La Inspección de Trabajo ha dictado una sanción ejemplar contra la cosificación de la mujer en el ámbito laboral. El organismo ha multado con 30.000 euros al obrador Bakers Panadería, situado en Barcelona, por una campaña publicitaria que ha sido calificada de "sexista" y constitutiva de una "infracción muy grave".
El motivo de la sanción es la proyección de un vídeo promocional, tanto en el interior del local como en redes sociales, en el que aparecían modelos jóvenes vestidas únicamente con lencería, en posturas provocativas y amasando pan o cubiertas de harina. Según la resolución, estas imágenes atentaron directamente contra "la intimidad y la consideración debida a la dignidad de las trabajadoras de la panadería".
Un "efecto llamada" denigrante para la plantilla
La gravedad del asunto radica no solo en el contenido del vídeo, sino en las consecuencias directas que tuvo para las empleadas del establecimiento. El expediente recoge testimonios que confirman un aumento de clientes y curiosos que, atraídos por el anuncio —visible desde la calle—, se agolpaban en los grandes ventanales de la panadería para "observar a las trabajadoras".
Productos de una panadería de Barcelona en una imagen de archivo
Para la Inspección, el vídeo funcionaba como un "mero reclamo sexual" con el único fin de captar ventas, cosificando el cuerpo femenino y desvinculándolo totalmente del producto comercializado, el pan y la repostería rusa. Esta estrategia publicitaria expuso a las empleadas a una situación de escrutinio público que vulneró su integridad moral, asegura el organismo.
El "consentimiento" no exime a la empresa
La empresa intentó eludir la sanción alegando que las imágenes "no eran degradantes ni discriminatorias" y presentó como prueba un documento interno titulado "reglamento sobre la familiarización de los trabajadores con el vídeo publicitario y el registro de su consentimiento".
Sin embargo, la Inspección ha rechazado de plano este argumento, negando cualquier valor jurídico a dicho papel.

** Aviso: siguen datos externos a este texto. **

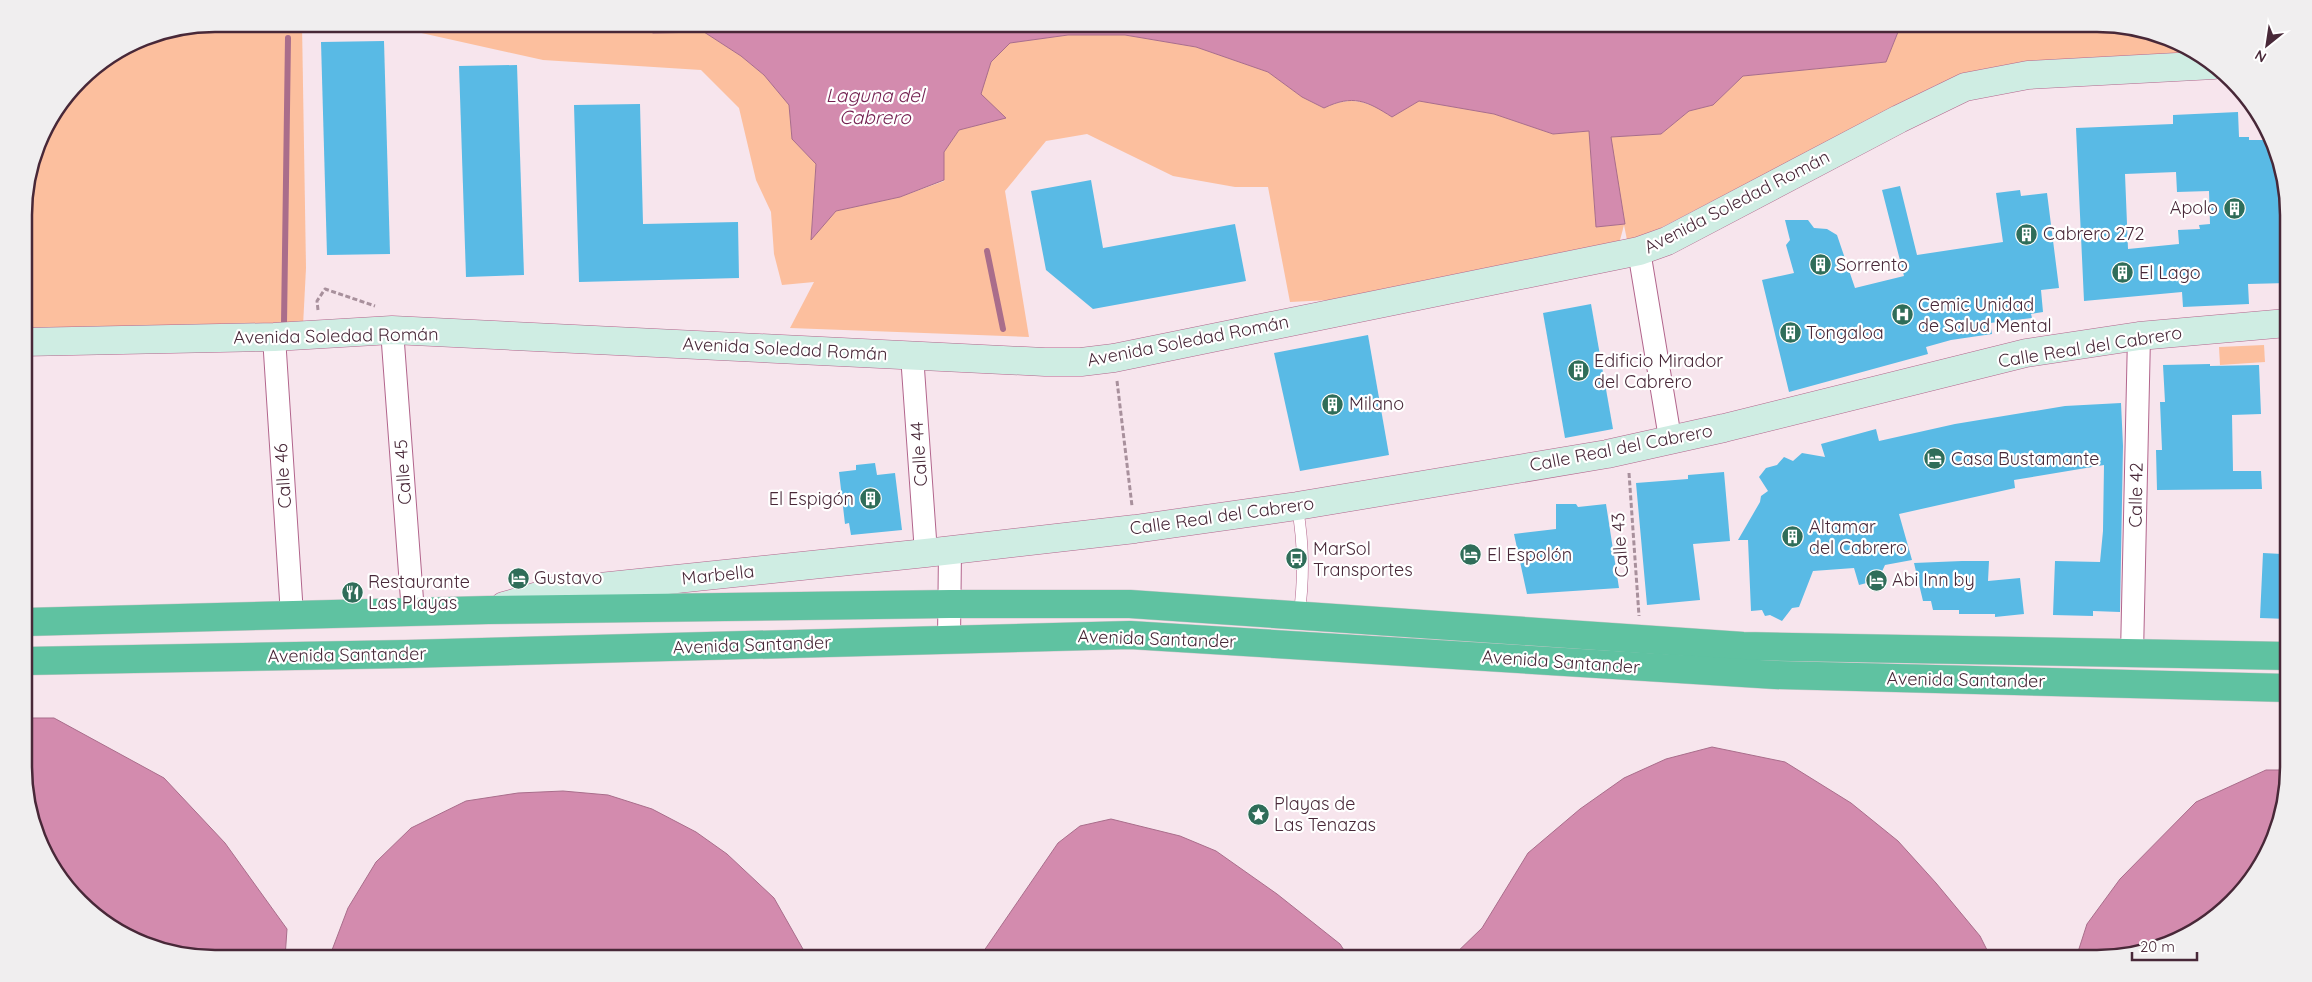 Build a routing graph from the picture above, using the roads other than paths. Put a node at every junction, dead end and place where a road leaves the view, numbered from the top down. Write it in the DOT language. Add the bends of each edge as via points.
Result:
graph roads {
  1 [pos="2202,66"];
  2 [pos="1639,251"];
  3 [pos="2280,324"];
  4 [pos="392,330"];
  5 [pos="2139,336"];
  6 [pos="274,338"];
  7 [pos="32,342"];
  8 [pos="912,355"];
  9 [pos="1670,438"];
  10 [pos="1297,506"];
  11 [pos="938,552"];
  12 [pos="950,604"];
  13 [pos="488,610"];
  14 [pos="413,613"];
  15 [pos="292,615"];
  16 [pos="1299,616"];
  17 [pos="32,622"];
  18 [pos="950,639"];
  19 [pos="2132,654"];
  20 [pos="2280,656"];
  21 [pos="32,661"];
  22 [pos="2280,688"];
  1 -- 2 [label="street, Avenida Soledad Román" via="2028,75 1965,87 1668,241"];
  2 -- 8 [label="street, Avenida Soledad Román" via="1114,358 1045,362"];
  2 -- 9 [label="street"];
  3 -- 5 [label="street, Calle Real del Cabrero"];
  4 -- 6 [label="street, Avenida Soledad Román"];
  4 -- 8 [label="street, Avenida Soledad Román"];
  4 -- 14 [label="street, Calle 45"];
  5 -- 9 [label="street, Calle Real del Cabrero" via="2026,353 1733,426"];
  5 -- 19 [label="street, Calle 42"];
  6 -- 7 [label="street, Avenida Soledad Román"];
  6 -- 15 [label="street, Calle 46"];
  8 -- 11 [label="street, Calle 44"];
  9 -- 10 [label="street, Calle Real del Cabrero" via="1627,450"];
  10 -- 11 [label="street, Calle Real del Cabrero"];
  10 -- 16 [label="lane" via="1303,583"];
  11 -- 12 [label="street, Calle 44"];
  11 -- 13 [label="street, Marbella" via="552,592"];
  12 -- 13 [label="highway, Avenida Santander"];
  12 -- 16 [label="highway, Avenida Santander" via="1130,604"];
  12 -- 18 [label="street, Calle 44"];
  13 -- 14 [label="highway, Avenida Santander"];
  14 -- 15 [label="highway, Avenida Santander"];
  15 -- 17 [label="highway, Avenida Santander"];
  16 -- 19 [label="highway, Avenida Santander" via="1742,646"];
  18 -- 21 [label="highway, Avenida Santander"];
  18 -- 22 [label="highway, Avenida Santander" via="1130,635 1775,676"];
  19 -- 20 [label="highway, Avenida Santander"];
} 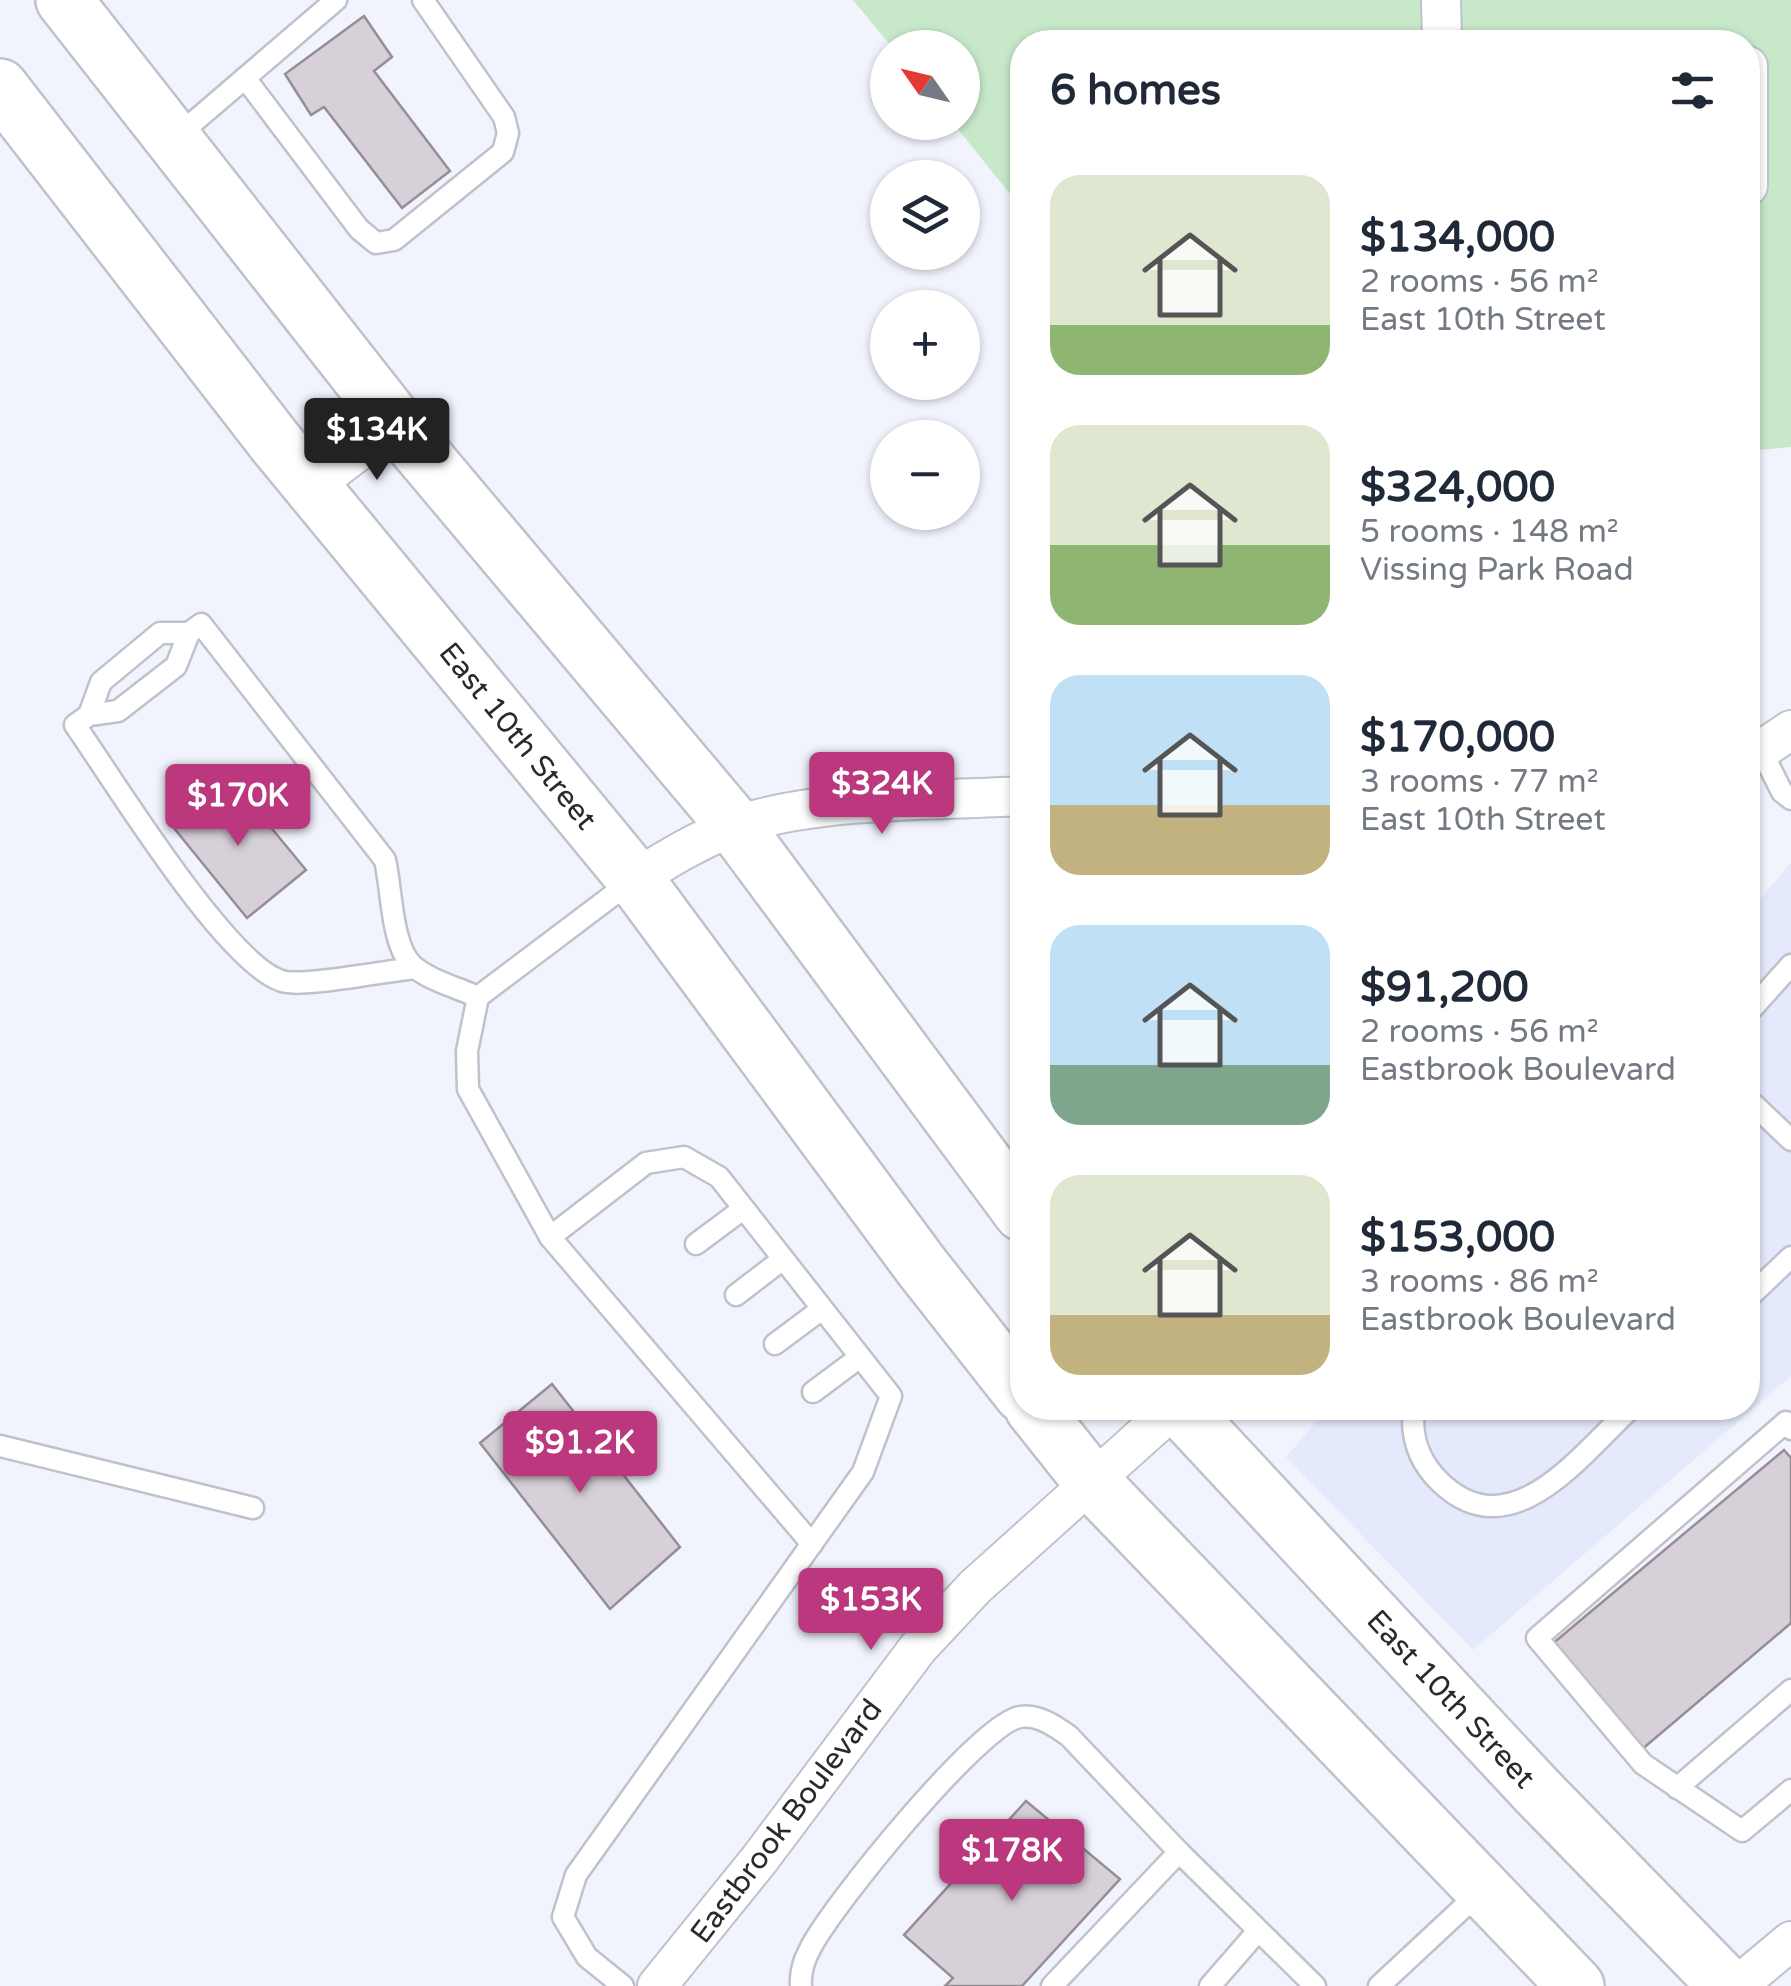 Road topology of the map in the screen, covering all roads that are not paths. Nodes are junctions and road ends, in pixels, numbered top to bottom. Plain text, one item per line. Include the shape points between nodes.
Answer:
1 (64, 0) edge
2 (336, 0) edge
3 (424, 0) edge
4 (1441, 0) edge
5 (1442, 30) edge
6 (245, 78) junction
7 (0, 87) edge
8 (173, 139) junction
9 (396, 423) junction
10 (312, 486) junction
11 (195, 628) junction
12 (89, 714) junction
13 (1766, 744) edge
14 (1010, 797) edge
15 (1791, 799) edge
16 (735, 826) junction
17 (635, 879) junction
18 (415, 968) junction
19 (1788, 973) edge
20 (478, 998) junction
21 (1760, 1001) edge
22 (1760, 1110) edge
23 (1791, 1140) edge
24 (1010, 1197) edge
25 (743, 1209) junction
26 (550, 1237) junction
27 (696, 1244) dead end
28 (1791, 1257) edge
29 (783, 1259) junction
30 (1760, 1287) edge
31 (736, 1295) dead end
32 (822, 1309) junction
33 (775, 1344) dead end
34 (860, 1357) junction
35 (1010, 1379) edge
36 (813, 1392) dead end
37 (1043, 1420) edge
38 (1163, 1420) edge
39 (1188, 1420) edge
40 (1412, 1420) edge
41 (1618, 1420) edge
42 (1791, 1429) edge
43 (0, 1446) edge
44 (1091, 1481) junction
45 (253, 1508) dead end
46 (812, 1544) junction
47 (1791, 1690) edge
48 (1677, 1788) junction
49 (1791, 1790) edge
50 (1178, 1852) junction
51 (1482, 1889) junction
52 (1258, 1932) junction
53 (1791, 1941) edge
54 (623, 1986) edge
55 (657, 1986) edge
56 (801, 1986) edge
57 (1052, 1986) edge
58 (1210, 1986) edge
59 (1315, 1986) edge
60 (1379, 1986) edge
61 (1576, 1986) edge
62 (1727, 1986) edge
63 (1737, 1986) edge

1 - 8 main road
2 - 6 lane
3 - 6 lane via 508,133 503,152 394,240 376,244 359,229
4 - 5 street
6 - 8 lane
7 - 10 main road, East 10th Street
8 - 9 main road
9 - 10 street
9 - 16 main road
10 - 17 main road, East 10th Street
11 - 12 lane via 176,666 118,711
11 - 12 lane via 160,633 101,682
11 - 18 lane via 385,860 394,933
12 - 18 lane via 75,726 248,963 285,982
13 - 15 lane via 1782,792
14 - 16 street via 844,805
16 - 17 street
16 - 24 main road
17 - 20 lane
17 - 35 main road, East 10th Street
18 - 20 lane
19 - 21 lane
20 - 26 lane via 467,1051 468,1089
22 - 23 lane
25 - 26 lane via 718,1177 684,1157 646,1164
25 - 27 lane
25 - 29 lane
26 - 46 lane via 620,1305
28 - 30 lane
29 - 31 lane
29 - 32 lane
32 - 33 lane
32 - 34 lane
34 - 36 lane
34 - 46 lane via 890,1396 863,1472
37 - 44 main road
38 - 44 street, Eastbrook Boulevard
39 - 62 main road, East 10th Street
40 - 41 lane via 1426,1469 1457,1498 1496,1509 1535,1497
42 - 48 lane via 1786,1422 1537,1638 1643,1764
43 - 45 lane
44 - 51 main road
44 - 55 street, Eastbrook Boulevard via 918,1648
46 - 54 lane via 576,1876 563,1917 587,1957
47 - 48 lane
48 - 49 lane via 1742,1831
50 - 52 lane
50 - 56 lane via 1069,1736 1047,1721 1020,1717 997,1728 961,1763 860,1876 810,1949
50 - 57 lane
51 - 60 lane
51 - 61 main road
52 - 58 lane
52 - 59 lane
53 - 63 street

La resolución subraya que la dignidad de las trabajadoras no es negociable y señala, además, un agravante: la compañía incumplió su obligación legal de ofrecer e impartir a la plantilla la formación necesaria para la protección integral contra las violencias sexuales.
Una panadería en una imagen de archivo
Denuncia sindical
El escándalo saltó a la luz pública el pasado mes de marzo, cuando la denuncia de una madre de los colegios cercanos —Salesians Rocafort y Joan Miró— encendió todas las alarmas: su hijo, cliente habitual en las meriendas, había alertado en casa de que en la panadería ponían "un vídeo pornográfico".
El sindicato CCOO presentó la denuncia después de que una vecina alertara de la aglomeración de hombres mirando a través de los cristales del local mientras se reproducía el vídeo en bucle. La denunciante aseguraba
La controversia escaló rápidamente al plano institucional, enfrentando al propietario, que se negaba a retirar las imágenes alegando que no eran ofensivas, con el Institut Català de les Dones y asociaciones vecinales, quienes denunciaron la "cosificación" de la mujer y la gravedad de exponer ese contenido "erótico" en un escaparate visible para los menores del barrio. Finalmente, el dueño acabó retirando el anuncio ante la amenaza de cierre o sanción por parte del Ayuntamiento de Barcelona y la Generalitat de Catalunya.
Desde el sindicato han celebrado hoy la multa de 30.000 euros, considerándola un paso necesario para erradicar prácticas empresariales que utilizan el cuerpo de la mujer como mercancía y ponen en riesgo la seguridad y el bienestar emocional de las trabajadoras.
La resolución, aseguran, pondrá fin a "una situación que vulneraba la integridad moral de las trabajadoras".